「哀れなるものたち」 2023年製作 イギリス 原題:Poor Things

 

映画を観ている途中で眠りに入ってしまうことが続いて悔しい。年をとって集中力がなくなってきたのかと思い、映画館で観る事は少し控えていた。

でも、これはぜひ観たいという気にさせる映画の記事があった。女性版のフランケンシュタインの物語だという、ギリシャの映画監督ヨルゴス・ランティモスの「哀れなるものたち」という映画。主人公のベラをエマ・ストーンが演じる。映画短評というサイトの評価では、7人中4人が100点満点をつけている。

「大胆な性描写は重要。かっこよくもきれいにも見えない状況にも常に堂々と飛び込むエマ・ストーンだが、今回ここまでやったのにはあらためて感心する。(猿渡 由紀)」
「計算された映像処理など、アートの極みとしての見応えもあり、『バービー』にハマれなかった人ほど、ハマる予感大!(くれい響)」
「“フランケンシュタイン”を思わせる設定に、“怪物”が美女で、博士の側がスカーフェイスというヒネリは面白いし、モノクロからカラーに転じるやセット撮影のシュールな空気が映える映像はフェリーニ作品のように幻惑的。(相馬 学)」
と、心に残る感想が続く。

当映画は、アカデミー賞11部門もノミネートというし、これは見るべき映画だろうと思って、ひさびさに映画館に足を運んだ。

館内の入口のところで、行列ができている。時間的にちょうど一致していた「機動戦士ガンダムSEED FREEDOM」を観にきた人達だった。一方、「哀れなるものたち」はガラガラで、ゆうゆう観れた。でも退屈とは無縁の映画だった。眠りに落ちることは一度もなかった。

表現は少々過激で、解剖のシーンでは内臓を手に取る場面も出ているし、性的なシーンも多い。この映画を観て、”吐いた”というコメントを寄せている人もいて、そのての映像が、苦手な人は避けたほうがいいかもしれない。エマ・ストーンの体当たり演技もすごいが、映像にボカシを入れる日本の時代遅れの検閲をこの映画は排除していて、そこもいい。

ぼくがこの映画で気に入ったのはベラのダンスシーン。音楽に合わせてベラは好き勝手に自分の思うままに一人踊る。あわてた弁護士ダンカンは、ベラといっしょに踊り始め、彼女の自由な踊りの手足をコントロールして、社交ダンスの踊りに見えるように必死に取り繕う。そこがとても、笑えた。ダンカンは、いつもベラの行動と言動に翻弄されてしまう。

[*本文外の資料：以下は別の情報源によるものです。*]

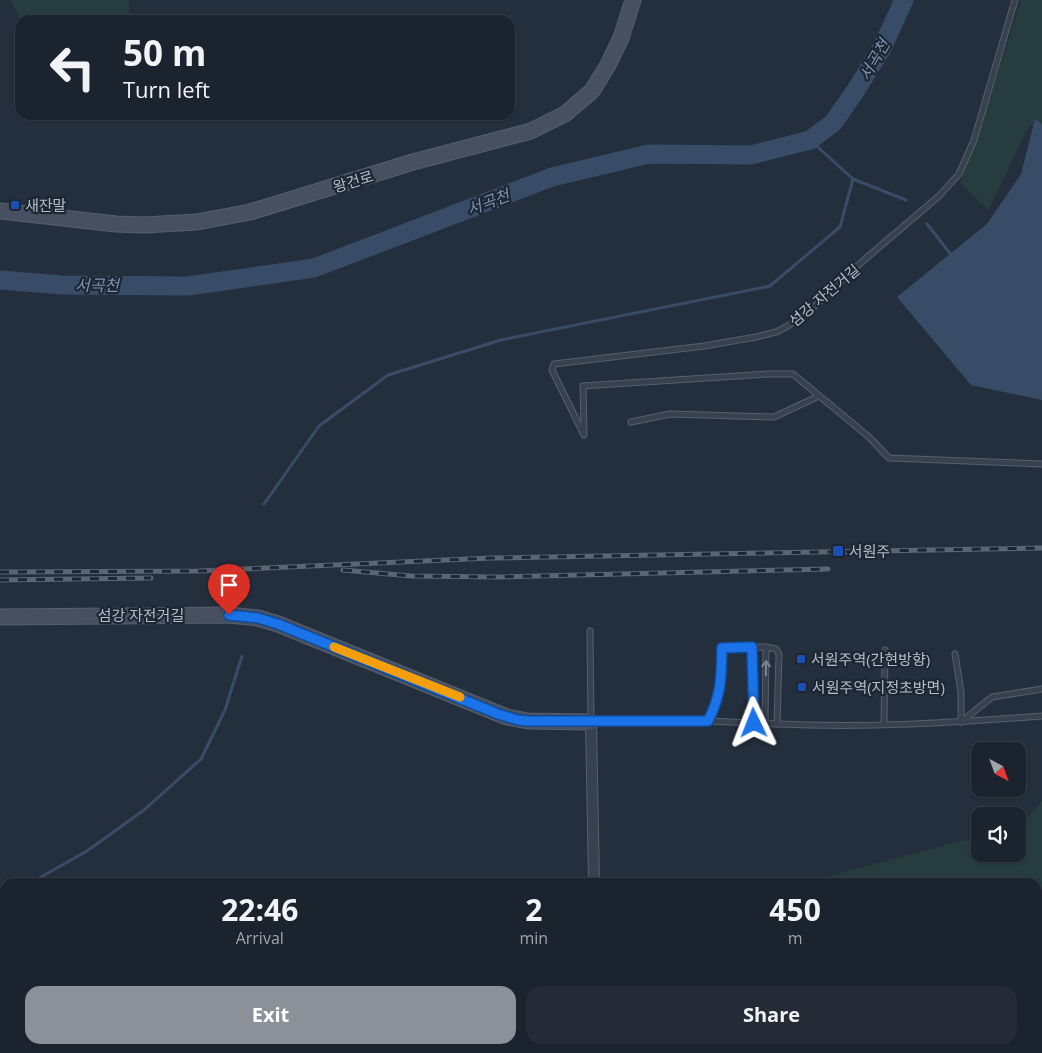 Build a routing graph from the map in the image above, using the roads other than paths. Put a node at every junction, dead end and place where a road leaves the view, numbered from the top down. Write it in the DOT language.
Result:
graph roads {
  1 [pos="633,0"];
  2 [pos="1015,0"];
  3 [pos="0,211"];
  4 [pos="819,396"];
  5 [pos="631,422"];
  6 [pos="1042,464"];
  7 [pos="0,617"];
  8 [pos="590,631"];
  9 [pos="752,647"];
  10 [pos="766,647"];
  11 [pos="885,650"];
  12 [pos="955,654"];
  13 [pos="1042,689"];
  14 [pos="1042,716"];
  15 [pos="708,721"];
  16 [pos="591,722"];
  17 [pos="960,722"];
  18 [pos="754,723"];
  19 [pos="765,724"];
  20 [pos="777,724"];
  21 [pos="884,724"];
  22 [pos="594,878"];
  1 -- 3 [label="street, 왕건로"];
  2 -- 4 [label="lane, 섬강 자전거길"];
  4 -- 5 [label="lane"];
  4 -- 6 [label="lane"];
  7 -- 16 [label="street, 섬강 자전거길"];
  8 -- 16 [label="lane"];
  9 -- 10 [label="lane"];
  9 -- 15 [label="lane"];
  9 -- 18 [label="lane"];
  19 -- 10 [label="lane, one-way"];
  10 -- 20 [label="lane"];
  11 -- 21 [label="lane"];
  12 -- 17 [label="lane"];
  13 -- 17 [label="lane"];
  14 -- 17 [label="lane"];
  15 -- 16 [label="lane"];
  15 -- 18 [label="lane"];
  16 -- 22 [label="street"];
  17 -- 21 [label="lane"];
  18 -- 19 [label="lane"];
  19 -- 20 [label="lane"];
  20 -- 21 [label="lane"];
}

ところで、「ベラ」というと、妖怪人間ベムのベラを想いだすし、「ダンカン」と言うとたけし軍団のダンカンが頭に浮かんでくる。頭に刷り込まれた記憶というのは、やっかいなものだ。

最後のシーンはちょっと意外な展開だった。「交換するのはそっちではないだろう!」と、心の中で叫んだ。詳しく書くと、ネタバレになってしまうので、ここまでに留めておくけど、ほぼ満点の映画にちょっとだけケチついた感じだった。